══ Data extract ══

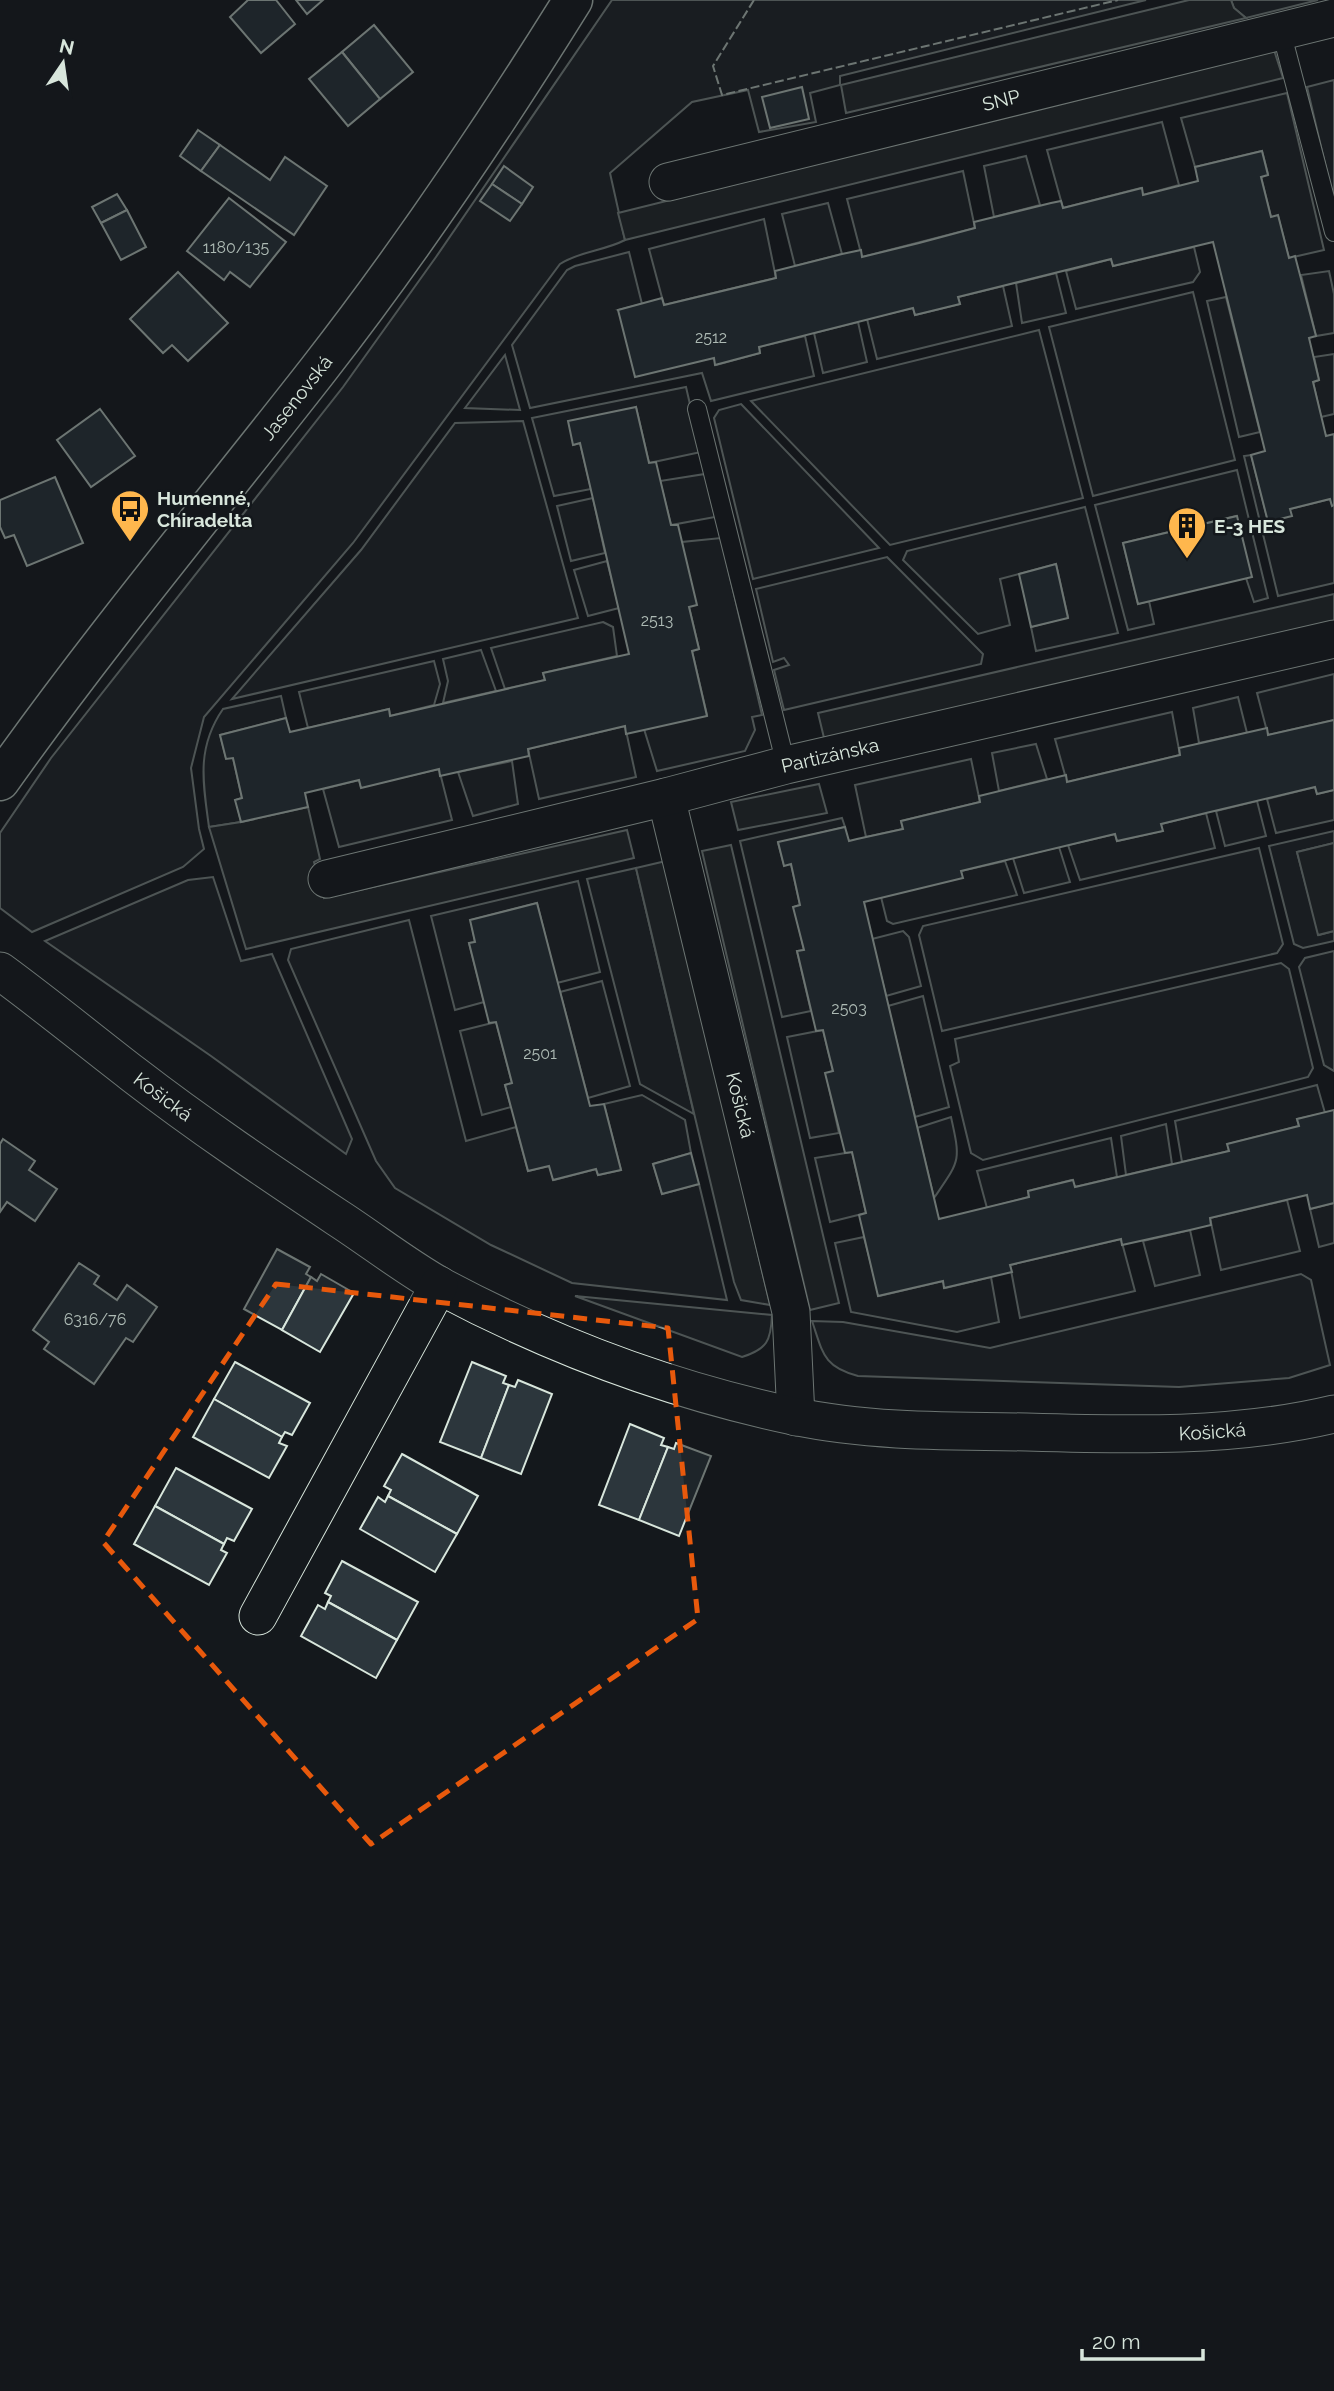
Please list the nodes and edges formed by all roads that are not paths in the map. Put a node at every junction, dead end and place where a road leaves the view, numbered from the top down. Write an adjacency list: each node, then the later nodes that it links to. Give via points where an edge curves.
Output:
1 (573, 0): 9 (street, Jasenovská, via 426,224)
2 (1334, 18): 3 (street, SNP)
3 (1282, 31): 4 (street, SNP); 5 (lane)
4 (668, 182)
5 (1334, 232)
6 (697, 409): 8 (lane)
7 (1334, 639): 8 (street, Partizánska)
8 (786, 765): 10 (street, Partizánska)
9 (0, 781)
10 (666, 797): 11 (street, Partizánska); 15 (street, Košická, via 791,1312)
11 (327, 879)
12 (0, 971): 13 (street, Košická, via 266,1170)
13 (439, 1285): 15 (street, Košická, via 541,1334 627,1368 710,1396); 16 (street)
14 (1334, 1414): 15 (street, Košická, via 1223,1431 1126,1435 891,1429)
15 (796, 1417)
16 (258, 1616)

═══

## The task
With the pictures removed, write the listing out word for word.

## Answer for the task
Please list the nodes and edges formed by all roads that are not paths in the map. Put a node at every junction, dead end and place where a road leaves the view, numbered from the top down. Write an adjacency list: each node, then the later nodes that it links to. Give via points where an edge curves.
Output:
1 (573, 0): 9 (street, Jasenovská, via 426,224)
2 (1334, 18): 3 (street, SNP)
3 (1282, 31): 4 (street, SNP); 5 (lane)
4 (668, 182)
5 (1334, 232)
6 (697, 409): 8 (lane)
7 (1334, 639): 8 (street, Partizánska)
8 (786, 765): 10 (street, Partizánska)
9 (0, 781)
10 (666, 797): 11 (street, Partizánska); 15 (street, Košická, via 791,1312)
11 (327, 879)
12 (0, 971): 13 (street, Košická, via 266,1170)
13 (439, 1285): 15 (street, Košická, via 541,1334 627,1368 710,1396); 16 (street)
14 (1334, 1414): 15 (street, Košická, via 1223,1431 1126,1435 891,1429)
15 (796, 1417)
16 (258, 1616)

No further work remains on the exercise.